Multiple Objects

For borders, check out the Natural Earth project at http://www.naturalearthdata.com/ . Some nice vector data sets there.

Can you post your CZML? If so I can take a quick look for you.

Ah, good point.

So, last year I had a similar task of needing to generate a file of vector country borders and a file of country label locations for the Cesium-based app we were building. I started with the Natural Earth “110m Country” dataset available at http://www.naturalearthdata.com/downloads/110m-cultural-vectors/110m-admin-0-countries/ . The zip file available for download contains data in the “ESRI shapefile” format ( https://en.wikipedia.org/wiki/Shapefile ), which is a widely used geodata format for vector data.

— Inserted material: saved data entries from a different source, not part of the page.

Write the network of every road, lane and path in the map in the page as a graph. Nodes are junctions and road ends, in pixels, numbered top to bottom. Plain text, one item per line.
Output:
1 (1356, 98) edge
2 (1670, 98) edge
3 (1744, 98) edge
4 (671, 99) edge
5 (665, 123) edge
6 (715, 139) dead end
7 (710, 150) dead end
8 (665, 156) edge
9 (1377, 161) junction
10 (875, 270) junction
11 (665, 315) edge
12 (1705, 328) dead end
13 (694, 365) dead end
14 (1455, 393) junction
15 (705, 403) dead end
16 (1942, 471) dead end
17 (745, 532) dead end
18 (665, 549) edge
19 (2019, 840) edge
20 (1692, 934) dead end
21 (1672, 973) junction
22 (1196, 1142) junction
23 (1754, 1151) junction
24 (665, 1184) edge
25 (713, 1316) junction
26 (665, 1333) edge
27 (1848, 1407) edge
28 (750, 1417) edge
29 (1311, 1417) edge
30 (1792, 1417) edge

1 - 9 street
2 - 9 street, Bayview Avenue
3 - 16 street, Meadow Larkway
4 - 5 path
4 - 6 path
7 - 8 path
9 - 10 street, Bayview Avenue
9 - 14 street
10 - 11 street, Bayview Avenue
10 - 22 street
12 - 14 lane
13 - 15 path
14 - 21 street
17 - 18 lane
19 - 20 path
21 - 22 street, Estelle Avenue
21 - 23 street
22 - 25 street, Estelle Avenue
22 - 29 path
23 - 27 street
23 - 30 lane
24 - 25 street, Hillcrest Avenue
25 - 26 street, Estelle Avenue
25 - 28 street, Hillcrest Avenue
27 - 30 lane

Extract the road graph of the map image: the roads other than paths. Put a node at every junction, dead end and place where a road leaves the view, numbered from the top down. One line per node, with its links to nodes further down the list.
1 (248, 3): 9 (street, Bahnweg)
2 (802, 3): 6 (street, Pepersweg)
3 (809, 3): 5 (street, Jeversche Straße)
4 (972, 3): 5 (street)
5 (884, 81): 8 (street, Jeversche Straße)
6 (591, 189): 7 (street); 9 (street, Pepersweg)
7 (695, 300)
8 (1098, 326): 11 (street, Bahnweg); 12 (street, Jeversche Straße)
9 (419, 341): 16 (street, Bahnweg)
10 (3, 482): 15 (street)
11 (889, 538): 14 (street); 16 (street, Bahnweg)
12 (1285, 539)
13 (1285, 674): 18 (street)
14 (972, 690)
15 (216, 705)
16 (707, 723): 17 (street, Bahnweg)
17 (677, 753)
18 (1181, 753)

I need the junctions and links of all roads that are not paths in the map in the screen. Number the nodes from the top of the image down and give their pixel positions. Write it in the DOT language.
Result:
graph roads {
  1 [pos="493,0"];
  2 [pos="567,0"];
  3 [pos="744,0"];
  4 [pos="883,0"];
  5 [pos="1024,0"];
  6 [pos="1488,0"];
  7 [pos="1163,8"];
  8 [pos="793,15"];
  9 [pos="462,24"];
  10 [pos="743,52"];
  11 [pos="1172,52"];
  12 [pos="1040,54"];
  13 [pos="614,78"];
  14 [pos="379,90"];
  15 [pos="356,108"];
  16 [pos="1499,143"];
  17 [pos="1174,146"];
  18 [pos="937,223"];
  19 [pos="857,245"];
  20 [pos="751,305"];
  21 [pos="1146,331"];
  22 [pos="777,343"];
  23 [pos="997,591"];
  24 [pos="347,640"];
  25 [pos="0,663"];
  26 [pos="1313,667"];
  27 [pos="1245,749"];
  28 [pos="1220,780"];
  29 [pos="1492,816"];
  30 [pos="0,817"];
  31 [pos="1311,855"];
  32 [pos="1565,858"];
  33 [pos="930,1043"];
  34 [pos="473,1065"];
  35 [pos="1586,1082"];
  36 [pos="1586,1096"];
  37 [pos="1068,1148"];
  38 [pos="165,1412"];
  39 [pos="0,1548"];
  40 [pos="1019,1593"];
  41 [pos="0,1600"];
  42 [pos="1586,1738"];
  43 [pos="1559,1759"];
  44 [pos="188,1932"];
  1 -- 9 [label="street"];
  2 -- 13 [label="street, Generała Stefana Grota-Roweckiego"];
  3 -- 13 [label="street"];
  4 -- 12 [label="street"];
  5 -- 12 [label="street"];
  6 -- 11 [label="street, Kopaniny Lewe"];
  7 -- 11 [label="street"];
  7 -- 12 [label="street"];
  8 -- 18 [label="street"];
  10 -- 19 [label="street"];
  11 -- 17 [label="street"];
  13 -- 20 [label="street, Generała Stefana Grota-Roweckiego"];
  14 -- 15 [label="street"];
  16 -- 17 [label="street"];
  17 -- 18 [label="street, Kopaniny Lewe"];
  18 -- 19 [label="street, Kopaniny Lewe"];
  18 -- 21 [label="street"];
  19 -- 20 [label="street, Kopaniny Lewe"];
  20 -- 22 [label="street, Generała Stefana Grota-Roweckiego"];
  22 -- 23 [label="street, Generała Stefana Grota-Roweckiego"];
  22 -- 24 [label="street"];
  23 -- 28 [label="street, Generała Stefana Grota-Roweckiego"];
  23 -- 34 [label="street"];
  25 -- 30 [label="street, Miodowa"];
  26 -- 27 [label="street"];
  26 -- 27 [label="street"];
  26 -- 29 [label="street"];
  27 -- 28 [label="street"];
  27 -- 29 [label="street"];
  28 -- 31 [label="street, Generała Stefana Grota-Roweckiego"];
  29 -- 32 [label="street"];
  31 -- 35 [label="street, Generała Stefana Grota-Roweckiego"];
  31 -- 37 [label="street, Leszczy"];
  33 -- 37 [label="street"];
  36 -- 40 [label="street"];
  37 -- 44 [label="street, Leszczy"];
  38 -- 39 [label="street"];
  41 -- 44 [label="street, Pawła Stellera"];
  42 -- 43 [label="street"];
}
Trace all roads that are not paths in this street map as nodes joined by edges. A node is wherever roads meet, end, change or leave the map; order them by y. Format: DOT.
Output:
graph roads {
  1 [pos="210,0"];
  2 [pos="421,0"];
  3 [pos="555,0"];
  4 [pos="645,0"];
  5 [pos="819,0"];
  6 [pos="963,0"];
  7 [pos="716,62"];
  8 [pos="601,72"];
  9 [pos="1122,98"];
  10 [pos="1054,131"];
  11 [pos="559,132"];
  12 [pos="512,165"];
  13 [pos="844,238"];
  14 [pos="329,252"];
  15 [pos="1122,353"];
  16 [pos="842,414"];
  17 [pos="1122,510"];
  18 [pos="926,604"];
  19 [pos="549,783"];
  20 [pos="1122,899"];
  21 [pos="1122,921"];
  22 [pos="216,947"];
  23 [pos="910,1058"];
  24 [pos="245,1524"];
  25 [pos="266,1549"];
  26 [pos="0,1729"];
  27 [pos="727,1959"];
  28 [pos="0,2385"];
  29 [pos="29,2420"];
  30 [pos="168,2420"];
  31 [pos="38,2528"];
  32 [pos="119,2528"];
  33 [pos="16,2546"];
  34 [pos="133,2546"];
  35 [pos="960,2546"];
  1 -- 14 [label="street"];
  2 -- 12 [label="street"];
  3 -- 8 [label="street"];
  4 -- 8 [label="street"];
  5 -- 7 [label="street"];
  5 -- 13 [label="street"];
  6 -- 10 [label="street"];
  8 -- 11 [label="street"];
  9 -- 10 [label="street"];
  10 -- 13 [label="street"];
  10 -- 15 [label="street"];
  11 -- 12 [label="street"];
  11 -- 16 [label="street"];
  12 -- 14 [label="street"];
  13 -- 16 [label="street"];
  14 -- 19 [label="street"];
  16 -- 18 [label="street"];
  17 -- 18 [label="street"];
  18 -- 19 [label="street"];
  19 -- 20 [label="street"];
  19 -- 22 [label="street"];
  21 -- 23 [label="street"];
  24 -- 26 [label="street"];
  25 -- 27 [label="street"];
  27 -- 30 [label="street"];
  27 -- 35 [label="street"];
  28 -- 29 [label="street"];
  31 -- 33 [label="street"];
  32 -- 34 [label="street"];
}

Now, Cesium doesn’t understand shapefiles directly. However, there is a “CZML-Writer” project that is able to do some offline conversion of data into CZML format ( https://github.com/AnalyticalGraphicsInc/czml-writer ). I wound up cloning that repo, poking around the C# version implementation, and adding some abilities to it to allow it to perform the exact conversion process I wanted. If I remember right, it had shapefile logic in the codebase, but for some reason it wasn’t actually hooked up to the CLI at the time. Also, I wanted to do some filtering of what shapefile entries were being converted based on some of the data attributes, and spent some time adding a custom bit of argument handling based on a 3rd-party expression parsing library. I also generated the country label locations based on calculating the centroids of the largest single polygon for each country, which produced adequate results (found out later that apparently label placement is actually an area of pretty serious academic research).

Ultimately, I was able to produce the two CZML files I needed, and moved on. I tried to get permission to submit my CZML-Writer changes back to the Cesium project, but got shot down at the time. I’ll be back into the office on Monday, and may take another stab at getting those submitted.

In any case, the TL;DR version is that ultimately you’ll need to take the polygon geocoordinates in the Natural Earth shapefiles and turn those into CZML polygon entries. Hopefully that’ll give you enough of a pointer to work from.